Hayne van Ghizeghem ( 1445 – 1476 to 1497) was a Franco-Flemish composer of the early Renaissance Burgundian School.

While many of his works have survived, little is known about his life. He was probably born in Gijzegem (near Aalst, in modern Belgium).
His musical talent must have been noticed early by Charles, Count of Charolais (later to become Charles the Bold) because there is a record of his being personally assigned to a teacher by him; in 1467 he is shown in the Burgundian employment records as being a singer.

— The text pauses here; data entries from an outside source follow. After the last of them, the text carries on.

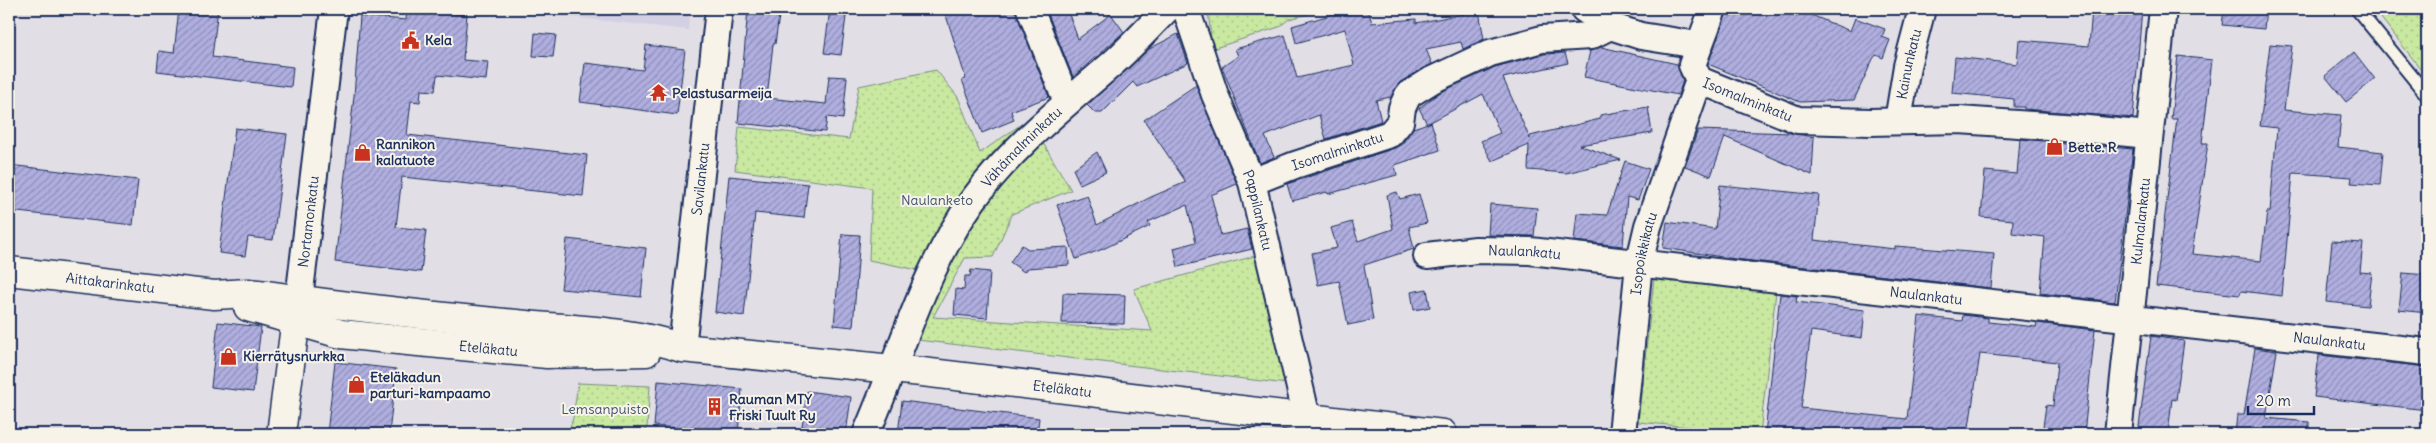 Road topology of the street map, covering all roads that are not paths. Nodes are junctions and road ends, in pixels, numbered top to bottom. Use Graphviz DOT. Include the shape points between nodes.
graph roads {
  1 [pos="334,9"];
  2 [pos="719,9"];
  3 [pos="1030,9"];
  4 [pos="1167,9"];
  5 [pos="1186,9"];
  6 [pos="1584,9"];
  7 [pos="1713,9"];
  8 [pos="1922,9"];
  9 [pos="2163,9"];
  10 [pos="2357,9"];
  11 [pos="1610,26"];
  12 [pos="1698,45"];
  13 [pos="1699,80"];
  14 [pos="2427,95"];
  15 [pos="1067,102"];
  16 [pos="1898,121"];
  17 [pos="2149,135"];
  18 [pos="1252,182"];
  19 [pos="1427,256"];
  20 [pos="1639,264"];
  21 [pos="9,271"];
  22 [pos="297,310"];
  23 [pos="2129,320"];
  24 [pos="682,348"];
  25 [pos="2427,352"];
  26 [pos="892,369"];
  27 [pos="1307,418"];
  28 [pos="281,434"];
  29 [pos="866,434"];
  30 [pos="1443,434"];
  31 [pos="1622,434"];
  32 [pos="2118,434"];
  1 -- 22 [label="street, Nortamonkatu"];
  2 -- 24 [label="street, Savilankatu"];
  3 -- 15 [label="street"];
  4 -- 15 [label="street, Vähämalminkatu" via="1115,62"];
  5 -- 18 [label="street, Pappilankatu" via="1215,96"];
  6 -- 11 [label="street"];
  7 -- 12 [label="street"];
  8 -- 16 [label="street, Kainunkatu"];
  9 -- 17 [label="street, Kulmalankatu"];
  10 -- 14 [label="lane"];
  11 -- 12 [label="street" via="1641,36"];
  11 -- 18 [label="street, Isomalminkatu" via="1590,36 1542,39 1490,53 1408,95 1400,122 1390,134"];
  12 -- 13 [label="street, Isomalminkatu" via="1692,65"];
  13 -- 16 [label="street, Isomalminkatu" via="1798,120"];
  13 -- 20 [label="street, Isopoikkikatu" via="1648,226"];
  15 -- 26 [label="street, Vähämalminkatu" via="997,170 972,202 930,279"];
  16 -- 17 [label="street, Isomalminkatu" via="1999,122"];
  17 -- 23 [label="street, Kulmalankatu"];
  18 -- 27 [label="street, Pappilankatu"];
  19 -- 20 [label="street, Naulankatu" via="1500,249"];
  20 -- 23 [label="street, Naulankatu"];
  20 -- 31 [label="street, Isopoikkikatu"];
  21 -- 22 [label="main road, Aittakarinkatu" via="214,295 248,293"];
  22 -- 24 [label="main road, Eteläkatu" via="410,314 617,334"];
  22 -- 28 [label="main road, Nortamonkatu"];
  23 -- 25 [label="street, Naulankatu"];
  23 -- 32 [label="street, Kulmalankatu"];
  24 -- 26 [label="main road, Eteläkatu"];
  26 -- 27 [label="main road, Eteläkatu"];
  26 -- 29 [label="street, Vähämalminkatu"];
  27 -- 30 [label="main road, Eteläkatu"];
}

In addition, he was named along with Adrien Basin and Antoine Busnois as "chantre et valet de chambre" to Charles, indicating the special regard in which he was held.

In addition to serving as a singer and composer, he evidently served as a soldier as well, for there is a record of purchase of military equipment for him, prior to the campaign against Liège by Charles. Charles took his musicians along with him on his campaigns, because he loved music as much as war, and insisted on entertainment; however Hayne was the only one of his famous musicians known to be also outfitted as a soldier. He is known to have been at the Siege of Beauvais in 1472, where Charles was decisively repulsed by the French, and Hayne was long presumed by scholars to have been killed in that battle. However, recent research into his surviving compositions indicates that some may have been produced after 1472, especially because they seem to show stylistic development beyond the ones that can be definitively dated to 1472 or before. Current scholarship suggests he may have survived the siege, and gone to work at the court of France. That such a distinguished singer and composer worked for France's bitter rival would have been an offense easy to forgive, for Burgundian musicians of the time were highly prized.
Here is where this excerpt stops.